*EXERCISE BRIEF:* Each line with the string "dead" is to be copied from the records below.

*DATA FOR THE TASK:*
====

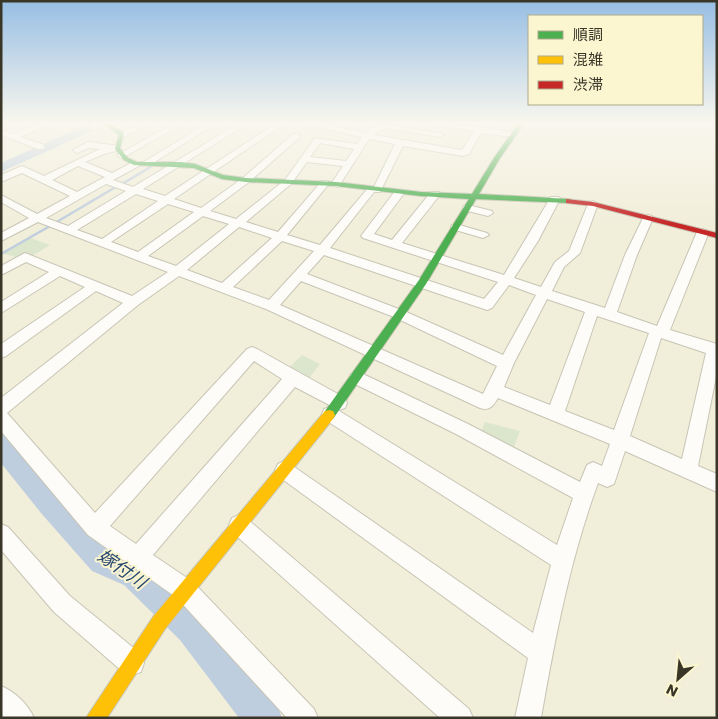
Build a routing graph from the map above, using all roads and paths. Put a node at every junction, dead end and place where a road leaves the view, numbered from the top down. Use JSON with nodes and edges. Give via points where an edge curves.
{"nodes":[{"id":1,"x":91,"y":158,"type":"edge"},
{"id":2,"x":130,"y":158,"type":"edge"},
{"id":3,"x":152,"y":158,"type":"edge"},
{"id":4,"x":191,"y":158,"type":"edge"},
{"id":5,"x":229,"y":158,"type":"edge"},
{"id":6,"x":279,"y":158,"type":"edge"},
{"id":7,"x":353,"y":158,"type":"edge"},
{"id":8,"x":392,"y":158,"type":"edge"},
{"id":9,"x":499,"y":158,"type":"edge"},
{"id":10,"x":305,"y":159,"type":"joint"},
{"id":11,"x":80,"y":163,"type":"junction"},
{"id":12,"x":142,"y":163,"type":"junction"},
{"id":13,"x":181,"y":164,"type":"junction"},
{"id":14,"x":349,"y":164,"type":"junction"},
{"id":15,"x":210,"y":172,"type":"junction"},
{"id":16,"x":1,"y":179,"type":"edge"},
{"id":17,"x":108,"y":179,"type":"junction"},
{"id":18,"x":44,"y":180,"type":"junction"},
{"id":19,"x":246,"y":180,"type":"junction"},
{"id":20,"x":288,"y":182,"type":"junction"},
{"id":21,"x":331,"y":184,"type":"junction"},
{"id":22,"x":375,"y":189,"type":"junction"},
{"id":23,"x":134,"y":191,"type":"junction"},
{"id":24,"x":400,"y":192,"type":"junction"},
{"id":25,"x":435,"y":194,"type":"junction"},
{"id":26,"x":77,"y":196,"type":"junction"},
{"id":27,"x":475,"y":196,"type":"junction"},
{"id":28,"x":1,"y":198,"type":"edge"},
{"id":29,"x":555,"y":199,"type":"junction"},
{"id":30,"x":166,"y":201,"type":"junction"},
{"id":31,"x":593,"y":204,"type":"junction"},
{"id":32,"x":468,"y":208,"type":"junction"},
{"id":33,"x":200,"y":212,"type":"junction"},
{"id":34,"x":488,"y":213,"type":"dead end"},
{"id":35,"x":36,"y":218,"type":"junction"},
{"id":36,"x":648,"y":218,"type":"junction"},
{"id":37,"x":238,"y":224,"type":"junction"},
{"id":38,"x":456,"y":228,"type":"junction"},
{"id":39,"x":69,"y":230,"type":"junction"},
{"id":40,"x":710,"y":234,"type":"edge"},
{"id":41,"x":483,"y":235,"type":"dead end"},
{"id":42,"x":280,"y":236,"type":"junction"},
{"id":43,"x":1,"y":238,"type":"edge"},
{"id":44,"x":104,"y":242,"type":"junction"},
{"id":45,"x":395,"y":244,"type":"junction"},
{"id":46,"x":322,"y":250,"type":"junction"},
{"id":47,"x":140,"y":256,"type":"junction"},
{"id":48,"x":438,"y":257,"type":"junction"},
{"id":49,"x":1,"y":271,"type":"edge"},
{"id":50,"x":59,"y":271,"type":"junction"},
{"id":51,"x":178,"y":271,"type":"junction"},
{"id":52,"x":299,"y":276,"type":"junction"},
{"id":53,"x":508,"y":281,"type":"junction"},
{"id":54,"x":423,"y":282,"type":"junction"},
{"id":55,"x":93,"y":287,"type":"junction"},
{"id":56,"x":224,"y":288,"type":"junction"},
{"id":57,"x":545,"y":294,"type":"junction"},
{"id":58,"x":133,"y":302,"type":"junction"},
{"id":59,"x":271,"y":306,"type":"junction"},
{"id":60,"x":1,"y":308,"type":"edge"},
{"id":61,"x":593,"y":309,"type":"junction"},
{"id":62,"x":399,"y":314,"type":"junction"},
{"id":63,"x":610,"y":314,"type":"junction"},
{"id":64,"x":662,"y":331,"type":"junction"},
{"id":65,"x":715,"y":350,"type":"edge"},
{"id":66,"x":373,"y":351,"type":"junction"},
{"id":67,"x":1,"y":352,"type":"edge"},
{"id":68,"x":506,"y":363,"type":"junction"},
{"id":69,"x":293,"y":378,"type":"junction"},
{"id":70,"x":357,"y":378,"type":"junction"},
{"id":71,"x":495,"y":390,"type":"junction"},
{"id":72,"x":1,"y":408,"type":"edge"},
{"id":73,"x":335,"y":408,"type":"junction"},
{"id":74,"x":555,"y":414,"type":"junction"},
{"id":75,"x":1,"y":418,"type":"edge"},
{"id":76,"x":619,"y":440,"type":"junction"},
{"id":77,"x":284,"y":470,"type":"junction"},
{"id":78,"x":688,"y":471,"type":"junction"},
{"id":79,"x":717,"y":483,"type":"edge"},
{"id":80,"x":584,"y":494,"type":"junction"},
{"id":81,"x":239,"y":525,"type":"junction"},
{"id":82,"x":95,"y":528,"type":"junction"},
{"id":83,"x":1,"y":534,"type":"edge"},
{"id":84,"x":137,"y":558,"type":"junction"},
{"id":85,"x":563,"y":560,"type":"junction"},
{"id":86,"x":182,"y":594,"type":"junction"},
{"id":87,"x":541,"y":652,"type":"junction"},
{"id":88,"x":132,"y":663,"type":"junction"},
{"id":89,"x":1,"y":699,"type":"edge"},
{"id":90,"x":21,"y":718,"type":"edge"},
{"id":91,"x":96,"y":718,"type":"edge"},
{"id":92,"x":305,"y":718,"type":"edge"},
{"id":93,"x":460,"y":718,"type":"edge"},
{"id":94,"x":528,"y":718,"type":"edge"}],
"edges":[{"from":1,"to":11,"type":"street"},
{"from":2,"to":12,"type":"street"},
{"from":3,"to":12,"type":"street"},
{"from":4,"to":13,"type":"street"},
{"from":5,"to":15,"type":"street"},
{"from":6,"to":19,"type":"street"},
{"from":7,"to":14,"type":"street"},
{"from":8,"to":22,"type":"street"},
{"from":9,"to":27,"type":"street"},
{"from":10,"to":14,"type":"street"},
{"from":10,"to":20,"type":"street"},
{"from":11,"to":17,"type":"street"},
{"from":11,"to":18,"type":"street"},
{"from":12,"to":13,"type":"street"},
{"from":12,"to":17,"type":"street"},
{"from":13,"to":15,"type":"street"},
{"from":13,"to":23,"type":"street"},
{"from":14,"to":21,"type":"street"},
{"from":15,"to":19,"type":"street"},
{"from":15,"to":30,"type":"street"},
{"from":16,"to":18,"type":"street","via":[[22,169]]},
{"from":17,"to":23,"type":"street"},
{"from":17,"to":26,"type":"street"},
{"from":18,"to":26,"type":"street"},
{"from":19,"to":20,"type":"street"},
{"from":19,"to":33,"type":"street"},
{"from":20,"to":21,"type":"street"},
{"from":20,"to":37,"type":"street"},
{"from":21,"to":22,"type":"street"},
{"from":21,"to":42,"type":"street"},
{"from":22,"to":24,"type":"street"},
{"from":22,"to":46,"type":"street"},
{"from":23,"to":30,"type":"street"},
{"from":23,"to":39,"type":"street"},
{"from":24,"to":25,"type":"street"},
{"from":24,"to":45,"type":"street","via":[[366,236]]},
{"from":25,"to":27,"type":"street"},
{"from":25,"to":45,"type":"street"},
{"from":26,"to":35,"type":"street"},
{"from":27,"to":29,"type":"street"},
{"from":27,"to":32,"type":"street"},
{"from":28,"to":35,"type":"street"},
{"from":29,"to":31,"type":"street"},
{"from":29,"to":53,"type":"street"},
{"from":30,"to":33,"type":"street"},
{"from":30,"to":44,"type":"street"},
{"from":31,"to":36,"type":"street"},
{"from":31,"to":57,"type":"street","via":[[574,253],[559,265]]},
{"from":32,"to":34,"type":"street"},
{"from":32,"to":38,"type":"street"},
{"from":33,"to":37,"type":"street"},
{"from":33,"to":47,"type":"street"},
{"from":35,"to":39,"type":"street"},
{"from":35,"to":43,"type":"street"},
{"from":36,"to":40,"type":"street"},
{"from":36,"to":63,"type":"street"},
{"from":37,"to":42,"type":"street"},
{"from":37,"to":51,"type":"street"},
{"from":38,"to":41,"type":"street"},
{"from":38,"to":48,"type":"street"},
{"from":39,"to":44,"type":"street"},
{"from":40,"to":64,"type":"street"},
{"from":42,"to":46,"type":"street"},
{"from":42,"to":56,"type":"street"},
{"from":44,"to":47,"type":"street"},
{"from":45,"to":48,"type":"street"},
{"from":46,"to":52,"type":"street"},
{"from":46,"to":54,"type":"street"},
{"from":47,"to":51,"type":"street"},
{"from":48,"to":53,"type":"street"},
{"from":48,"to":54,"type":"street"},
{"from":49,"to":50,"type":"street","via":[[25,257]]},
{"from":50,"to":55,"type":"street"},
{"from":50,"to":60,"type":"street"},
{"from":51,"to":56,"type":"street"},
{"from":51,"to":58,"type":"street"},
{"from":52,"to":59,"type":"street"},
{"from":52,"to":62,"type":"street"},
{"from":53,"to":54,"type":"street","via":[[487,305]]},
{"from":53,"to":57,"type":"street"},
{"from":54,"to":62,"type":"street"},
{"from":55,"to":58,"type":"street"},
{"from":55,"to":67,"type":"street"},
{"from":56,"to":59,"type":"street"},
{"from":57,"to":61,"type":"street"},
{"from":57,"to":68,"type":"street"},
{"from":58,"to":72,"type":"street"},
{"from":59,"to":66,"type":"street"},
{"from":61,"to":63,"type":"street"},
{"from":61,"to":74,"type":"street"},
{"from":62,"to":66,"type":"street"},
{"from":62,"to":68,"type":"street"},
{"from":63,"to":64,"type":"street"},
{"from":64,"to":65,"type":"street"},
{"from":64,"to":76,"type":"street","via":[[655,335]]},
{"from":65,"to":78,"type":"street"},
{"from":66,"to":70,"type":"street"},
{"from":66,"to":71,"type":"street","via":[[486,403]]},
{"from":68,"to":71,"type":"street"},
{"from":69,"to":73,"type":"street"},
{"from":69,"to":82,"type":"street","via":[[252,353]]},
{"from":69,"to":84,"type":"street"},
{"from":70,"to":73,"type":"street"},
{"from":70,"to":80,"type":"street","via":[[462,428]]},
{"from":71,"to":74,"type":"street"},
{"from":73,"to":77,"type":"street"},
{"from":73,"to":85,"type":"street"},
{"from":74,"to":76,"type":"street"},
{"from":75,"to":82,"type":"street"},
{"from":76,"to":78,"type":"street"},
{"from":76,"to":80,"type":"street","via":[[606,478],[593,471]]},
{"from":77,"to":81,"type":"street"},
{"from":77,"to":87,"type":"street"},
{"from":78,"to":79,"type":"street"},
{"from":80,"to":85,"type":"street"},
{"from":81,"to":86,"type":"street"},
{"from":81,"to":93,"type":"street"},
{"from":82,"to":84,"type":"street"},
{"from":83,"to":88,"type":"street","via":[[62,604]]},
{"from":84,"to":86,"type":"street"},
{"from":85,"to":87,"type":"street"},
{"from":86,"to":88,"type":"street"},
{"from":86,"to":92,"type":"street"},
{"from":87,"to":94,"type":"street"},
{"from":88,"to":91,"type":"street"},
{"from":89,"to":90,"type":"street"}]}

====

*SOLUTION TO THE EXERCISE:*
Build a routing graph from the map above, using all roads and paths. Put a node at every junction, dead end and place where a road leaves the view, numbered from the top down. Use JSON with nodes and edges. Give via points where an edge curves.
{"id":34,"x":488,"y":213,"type":"dead end"},
{"id":41,"x":483,"y":235,"type":"dead end"},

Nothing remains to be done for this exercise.